Dès le 1er janvier,
dans le poste et au 20 heures de France 2, nous étions fixés. De notre
sémillant David Pujadas, le message était limpidement viril : point de
quartier cette année pour la délinquance !
Après le vivifiant rappel du
courage politique consistant à oser publier le chiffre des voitures brûlées en
cette Saint-Sylvestre, l’annonce corrélative du score officiel ainsi sacralisé
et celle, plus modeste, du nombre des interpellations subséquentes, reportage était
lancé sur la prévention des incivilités et délits sur ce qui tient lieu de
« plus belle avenue du monde » dans toute rédaction qui se respecte
et, concomitamment en période de cotillons, de référence obligée pour les
méfaits en tout genre.
Et là, que pertinemment bien
choisi, bel et instructif exemple nous fut donné !
Un brave couple français très
ordinaire rapportant comment un zélé pandore s’était emparé de leur bouteille
de champagne imprudemment pétillante pour la précipiter dans la poubelle la plus
proche. Motif du martial assaut : consommation d’alcool prohibée sur la
voie publique.
Eh oui, oyez bonnes gens, la loi
est la loi, et, nonobstant la mine contrite de nos modestes fêtards douchés par
cette ferme tolérance zéro, elle s’applique à tous. Circulez, y’a rien à voir,
la France hollandaise est impitoyable pour les fauteurs de troubles.
Gageons donc que dans toutes les « cités »,
plus une canette de bière ne moussait alors dans l’espace collectif, plus une
boutanche de vodka n’y était sifflée impudemment par sa candide jeunesse –
d’autant qu’il fallait bien en garder pour la tradition festive des cocktails
Molotov –, qu’en un mot la vertueuse maréchaussée de monsieur
Hollande-président aura assuré un paisible réveillon à tout un chacun ayant écouté
d’une oreille attentive les vœux apaisants du susdit.
Mais au JT, ce n’était pas le
sujet du soir.
Car il ne faudrait quand même pas
confondre la société – pour laquelle le maintien de l’ordre coule de source –
avec ses « victimes ». Pour celles-ci, repentance, assistance et
privilèges sont les trois mamelles de notre république. Pour ces brimés de
naissance qu’une démarche par trop exotique condamnerait à perpète au délit de
sale gueule, d’infractions que nenni, seulement de vibrants appels au secours.

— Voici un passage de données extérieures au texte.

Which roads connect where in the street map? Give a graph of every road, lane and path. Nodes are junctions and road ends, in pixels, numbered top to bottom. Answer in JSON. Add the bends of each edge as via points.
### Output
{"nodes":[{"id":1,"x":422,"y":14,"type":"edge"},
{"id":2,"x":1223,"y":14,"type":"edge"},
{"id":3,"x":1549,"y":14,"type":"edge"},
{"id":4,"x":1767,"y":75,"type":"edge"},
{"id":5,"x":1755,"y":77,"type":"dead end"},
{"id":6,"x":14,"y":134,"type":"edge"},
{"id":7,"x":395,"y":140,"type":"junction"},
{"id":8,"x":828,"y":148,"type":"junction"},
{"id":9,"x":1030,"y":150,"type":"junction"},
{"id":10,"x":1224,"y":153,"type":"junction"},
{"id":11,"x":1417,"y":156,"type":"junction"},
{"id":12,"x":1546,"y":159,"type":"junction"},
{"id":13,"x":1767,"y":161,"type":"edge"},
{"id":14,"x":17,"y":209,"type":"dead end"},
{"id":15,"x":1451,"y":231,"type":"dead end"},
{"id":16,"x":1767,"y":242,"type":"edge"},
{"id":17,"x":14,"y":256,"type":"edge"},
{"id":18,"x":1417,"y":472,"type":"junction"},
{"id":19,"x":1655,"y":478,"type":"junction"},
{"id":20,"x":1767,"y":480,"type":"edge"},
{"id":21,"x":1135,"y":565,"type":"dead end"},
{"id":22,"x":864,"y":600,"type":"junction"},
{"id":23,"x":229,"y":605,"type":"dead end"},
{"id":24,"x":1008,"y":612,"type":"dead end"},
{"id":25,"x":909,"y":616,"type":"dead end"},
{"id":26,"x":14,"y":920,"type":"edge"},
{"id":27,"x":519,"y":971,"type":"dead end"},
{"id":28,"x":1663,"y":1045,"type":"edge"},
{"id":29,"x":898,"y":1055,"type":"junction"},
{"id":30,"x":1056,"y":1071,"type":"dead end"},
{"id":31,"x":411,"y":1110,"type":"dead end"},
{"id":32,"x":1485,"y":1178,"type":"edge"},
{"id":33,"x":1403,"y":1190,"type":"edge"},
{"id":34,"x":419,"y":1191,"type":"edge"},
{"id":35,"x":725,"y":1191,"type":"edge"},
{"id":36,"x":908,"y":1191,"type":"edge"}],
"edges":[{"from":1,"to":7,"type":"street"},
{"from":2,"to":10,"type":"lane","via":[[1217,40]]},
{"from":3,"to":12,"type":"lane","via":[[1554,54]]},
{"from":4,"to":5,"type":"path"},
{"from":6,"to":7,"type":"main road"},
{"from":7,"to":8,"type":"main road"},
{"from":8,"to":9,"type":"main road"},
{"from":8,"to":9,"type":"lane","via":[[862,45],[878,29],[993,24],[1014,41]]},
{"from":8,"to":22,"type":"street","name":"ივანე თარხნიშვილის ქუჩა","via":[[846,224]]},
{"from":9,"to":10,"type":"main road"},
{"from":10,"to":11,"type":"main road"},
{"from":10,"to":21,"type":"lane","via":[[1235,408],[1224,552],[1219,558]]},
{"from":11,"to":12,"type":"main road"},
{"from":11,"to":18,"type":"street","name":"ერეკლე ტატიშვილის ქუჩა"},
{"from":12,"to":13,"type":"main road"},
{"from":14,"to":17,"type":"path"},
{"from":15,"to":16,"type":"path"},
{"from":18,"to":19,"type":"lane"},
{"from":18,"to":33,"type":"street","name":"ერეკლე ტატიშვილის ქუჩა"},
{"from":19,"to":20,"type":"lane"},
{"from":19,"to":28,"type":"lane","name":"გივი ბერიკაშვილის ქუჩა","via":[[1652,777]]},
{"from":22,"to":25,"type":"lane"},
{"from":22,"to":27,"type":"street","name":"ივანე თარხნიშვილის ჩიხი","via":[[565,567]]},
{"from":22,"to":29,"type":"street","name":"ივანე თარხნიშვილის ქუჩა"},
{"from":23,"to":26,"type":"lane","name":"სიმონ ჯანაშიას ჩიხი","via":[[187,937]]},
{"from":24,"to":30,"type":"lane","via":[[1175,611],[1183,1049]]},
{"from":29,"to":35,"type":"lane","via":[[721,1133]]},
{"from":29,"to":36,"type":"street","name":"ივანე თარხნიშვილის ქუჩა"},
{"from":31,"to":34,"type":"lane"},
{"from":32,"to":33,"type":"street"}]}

Il n’est que d’écouter la litanie des spécialistes qui s’égrènent sur le même
JT pour s’en persuader.
Alors les réglementations et
contraintes de tout acabit dont notre bonne gueule est tous les jours davantage
accablée ne les concernent ni peu ni prou. Qui peut croire sans rire que, dans
ces fameuses cités où s’échangent ouvertement shit et kalachnikovs dans les
halls d’immeubles, l’interdiction de fumer, pour ne prendre que celle-ci, est
respectée !
Et qu’adviendra-t-il en cette
année de bonnes résolutions policières où, à Paris, l’abandon de détritus sur
la voie publique sera durement sanctionné ? Pour sûr, au marché de
Château-rouge, entre les capots des voitures servant d’étals aux fringues
colorées et les cartons recyclés en tapis de bonneteau, on doit trembler. Et si
l’on s’en tient à la station de métro afférente, croit-on un seul instant qu’on
y arrêtera soudainement la cohorte quotidienne des fraudeurs qui s’y engouffrent
impunément ? Le gyrophare qui égaye quelques degrés plus haut le coin du
boulevard Barbès rappelle pourtant que l’endroit est classé « zone de
sécurité prioritaire ».
Mais qu’en sera-t-il de la petite
mémé qui oubliera de ramasser la crotte de son caniche sur le trottoir du 7e
arrondissement, ou du naïf touriste qui, ses achats en bandoulière, aura omis
de conserver sur lui son ticket et qu’un contrôleur tout aussi zélé que notre
pandore des Champs aura repéré comme client solvable à la station Louvre ?
Si en ces temps de vaches maigres
hollandaises le délit de sale gueule ne fait plus recette, celui de bonne gueule
offre assurément de plus riches perspectives.